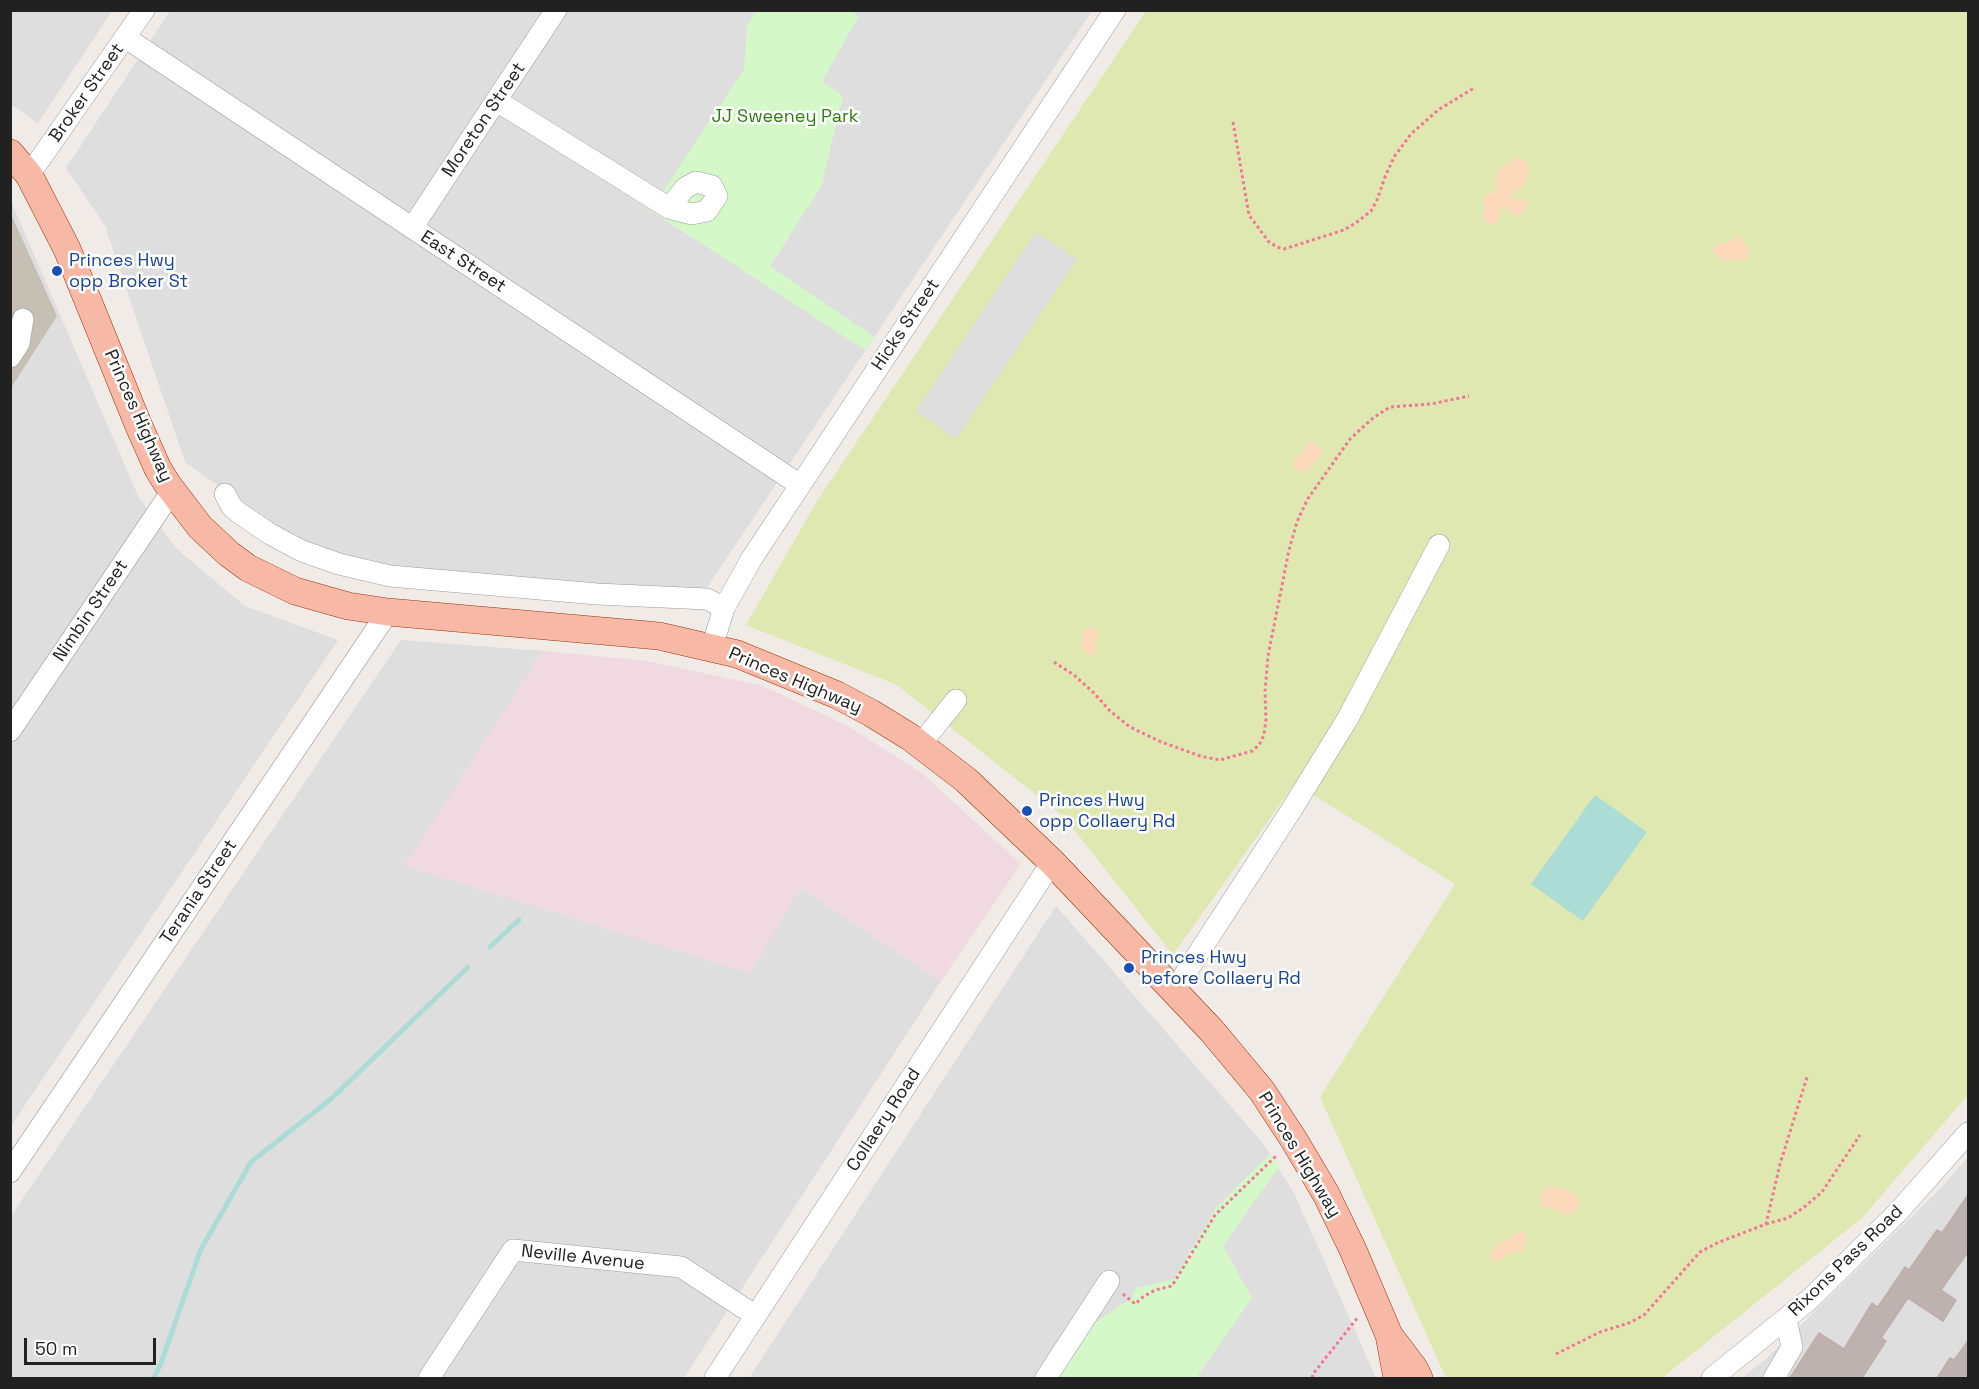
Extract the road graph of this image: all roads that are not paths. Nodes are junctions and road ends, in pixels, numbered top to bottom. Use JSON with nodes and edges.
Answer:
{"nodes":[{"id":1,"x":144,"y":10,"type":"edge"},
{"id":2,"x":556,"y":10,"type":"edge"},
{"id":3,"x":1115,"y":10,"type":"edge"},
{"id":4,"x":126,"y":38,"type":"junction"},
{"id":5,"x":497,"y":100,"type":"junction"},
{"id":6,"x":10,"y":153,"type":"edge"},
{"id":7,"x":29,"y":176,"type":"junction"},
{"id":8,"x":669,"y":208,"type":"dead end"},
{"id":9,"x":412,"y":228,"type":"junction"},
{"id":10,"x":23,"y":319,"type":"dead end"},
{"id":11,"x":10,"y":357,"type":"edge"},
{"id":12,"x":800,"y":485,"type":"junction"},
{"id":13,"x":172,"y":491,"type":"junction"},
{"id":14,"x":225,"y":494,"type":"dead end"},
{"id":15,"x":1439,"y":545,"type":"dead end"},
{"id":16,"x":724,"y":608,"type":"junction"},
{"id":17,"x":388,"y":612,"type":"junction"},
{"id":18,"x":712,"y":647,"type":"junction"},
{"id":19,"x":956,"y":700,"type":"dead end"},
{"id":20,"x":10,"y":731,"type":"edge"},
{"id":21,"x":921,"y":744,"type":"junction"},
{"id":22,"x":1052,"y":862,"type":"junction"},
{"id":23,"x":1174,"y":991,"type":"junction"},
{"id":24,"x":1968,"y":1133,"type":"edge"},
{"id":25,"x":10,"y":1172,"type":"edge"},
{"id":26,"x":1109,"y":1281,"type":"road end"},
{"id":27,"x":756,"y":1316,"type":"junction"},
{"id":28,"x":1786,"y":1318,"type":"junction"},
{"id":29,"x":1389,"y":1335,"type":"junction"},
{"id":30,"x":429,"y":1378,"type":"edge"},
{"id":31,"x":715,"y":1378,"type":"edge"},
{"id":32,"x":1046,"y":1378,"type":"edge"},
{"id":33,"x":1397,"y":1378,"type":"edge"},
{"id":34,"x":1419,"y":1378,"type":"edge"},
{"id":35,"x":1712,"y":1378,"type":"edge"},
{"id":36,"x":1774,"y":1378,"type":"edge"}],
"edges":[{"from":1,"to":4,"type":"street","name":"Broker Street"},
{"from":2,"to":5,"type":"street","name":"Moreton Street"},
{"from":3,"to":12,"type":"street","name":"Hicks Street"},
{"from":4,"to":7,"type":"street","name":"Broker Street"},
{"from":4,"to":9,"type":"street","name":"East Street"},
{"from":5,"to":8,"type":"street"},
{"from":5,"to":9,"type":"street","name":"Moreton Street"},
{"from":6,"to":7,"type":"main road","name":"Princes Highway"},
{"from":7,"to":13,"type":"main road","name":"Princes Highway"},
{"from":9,"to":12,"type":"street","name":"East Street"},
{"from":10,"to":11,"type":"street"},
{"from":12,"to":16,"type":"street","name":"Hicks Street"},
{"from":13,"to":17,"type":"main road","name":"Princes Highway"},
{"from":13,"to":20,"type":"street","name":"Nimbin Street"},
{"from":14,"to":16,"type":"street"},
{"from":15,"to":23,"type":"street"},
{"from":16,"to":18,"type":"street","name":"Hicks Street"},
{"from":17,"to":18,"type":"main road","name":"Princes Highway"},
{"from":17,"to":25,"type":"street","name":"Terania Street"},
{"from":18,"to":21,"type":"main road","name":"Princes Highway"},
{"from":19,"to":21,"type":"street"},
{"from":21,"to":22,"type":"main road","name":"Princes Highway"},
{"from":22,"to":23,"type":"main road","name":"Princes Highway"},
{"from":22,"to":27,"type":"street","name":"Collaery Road"},
{"from":23,"to":29,"type":"main road","name":"Princes Highway"},
{"from":24,"to":28,"type":"street","name":"Rixons Pass Road"},
{"from":26,"to":32,"type":"street"},
{"from":27,"to":30,"type":"street","name":"Neville Avenue"},
{"from":27,"to":31,"type":"street","name":"Collaery Road"},
{"from":28,"to":35,"type":"street","name":"Rixons Pass Road"},
{"from":28,"to":36,"type":"street"},
{"from":29,"to":33,"type":"main road","name":"Princes Highway"},
{"from":29,"to":34,"type":"main road","name":"Princes Highway"}]}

Problem details:
Leaving out the pictures, restate the listing above exactly.

Written answer:
Extract the road graph of this image: all roads that are not paths. Nodes are junctions and road ends, in pixels, numbered top to bottom. Use JSON with nodes and edges.
Answer:
{"nodes":[{"id":1,"x":144,"y":10,"type":"edge"},
{"id":2,"x":556,"y":10,"type":"edge"},
{"id":3,"x":1115,"y":10,"type":"edge"},
{"id":4,"x":126,"y":38,"type":"junction"},
{"id":5,"x":497,"y":100,"type":"junction"},
{"id":6,"x":10,"y":153,"type":"edge"},
{"id":7,"x":29,"y":176,"type":"junction"},
{"id":8,"x":669,"y":208,"type":"dead end"},
{"id":9,"x":412,"y":228,"type":"junction"},
{"id":10,"x":23,"y":319,"type":"dead end"},
{"id":11,"x":10,"y":357,"type":"edge"},
{"id":12,"x":800,"y":485,"type":"junction"},
{"id":13,"x":172,"y":491,"type":"junction"},
{"id":14,"x":225,"y":494,"type":"dead end"},
{"id":15,"x":1439,"y":545,"type":"dead end"},
{"id":16,"x":724,"y":608,"type":"junction"},
{"id":17,"x":388,"y":612,"type":"junction"},
{"id":18,"x":712,"y":647,"type":"junction"},
{"id":19,"x":956,"y":700,"type":"dead end"},
{"id":20,"x":10,"y":731,"type":"edge"},
{"id":21,"x":921,"y":744,"type":"junction"},
{"id":22,"x":1052,"y":862,"type":"junction"},
{"id":23,"x":1174,"y":991,"type":"junction"},
{"id":24,"x":1968,"y":1133,"type":"edge"},
{"id":25,"x":10,"y":1172,"type":"edge"},
{"id":26,"x":1109,"y":1281,"type":"road end"},
{"id":27,"x":756,"y":1316,"type":"junction"},
{"id":28,"x":1786,"y":1318,"type":"junction"},
{"id":29,"x":1389,"y":1335,"type":"junction"},
{"id":30,"x":429,"y":1378,"type":"edge"},
{"id":31,"x":715,"y":1378,"type":"edge"},
{"id":32,"x":1046,"y":1378,"type":"edge"},
{"id":33,"x":1397,"y":1378,"type":"edge"},
{"id":34,"x":1419,"y":1378,"type":"edge"},
{"id":35,"x":1712,"y":1378,"type":"edge"},
{"id":36,"x":1774,"y":1378,"type":"edge"}],
"edges":[{"from":1,"to":4,"type":"street","name":"Broker Street"},
{"from":2,"to":5,"type":"street","name":"Moreton Street"},
{"from":3,"to":12,"type":"street","name":"Hicks Street"},
{"from":4,"to":7,"type":"street","name":"Broker Street"},
{"from":4,"to":9,"type":"street","name":"East Street"},
{"from":5,"to":8,"type":"street"},
{"from":5,"to":9,"type":"street","name":"Moreton Street"},
{"from":6,"to":7,"type":"main road","name":"Princes Highway"},
{"from":7,"to":13,"type":"main road","name":"Princes Highway"},
{"from":9,"to":12,"type":"street","name":"East Street"},
{"from":10,"to":11,"type":"street"},
{"from":12,"to":16,"type":"street","name":"Hicks Street"},
{"from":13,"to":17,"type":"main road","name":"Princes Highway"},
{"from":13,"to":20,"type":"street","name":"Nimbin Street"},
{"from":14,"to":16,"type":"street"},
{"from":15,"to":23,"type":"street"},
{"from":16,"to":18,"type":"street","name":"Hicks Street"},
{"from":17,"to":18,"type":"main road","name":"Princes Highway"},
{"from":17,"to":25,"type":"street","name":"Terania Street"},
{"from":18,"to":21,"type":"main road","name":"Princes Highway"},
{"from":19,"to":21,"type":"street"},
{"from":21,"to":22,"type":"main road","name":"Princes Highway"},
{"from":22,"to":23,"type":"main road","name":"Princes Highway"},
{"from":22,"to":27,"type":"street","name":"Collaery Road"},
{"from":23,"to":29,"type":"main road","name":"Princes Highway"},
{"from":24,"to":28,"type":"street","name":"Rixons Pass Road"},
{"from":26,"to":32,"type":"street"},
{"from":27,"to":30,"type":"street","name":"Neville Avenue"},
{"from":27,"to":31,"type":"street","name":"Collaery Road"},
{"from":28,"to":35,"type":"street","name":"Rixons Pass Road"},
{"from":28,"to":36,"type":"street"},
{"from":29,"to":33,"type":"main road","name":"Princes Highway"},
{"from":29,"to":34,"type":"main road","name":"Princes Highway"}]}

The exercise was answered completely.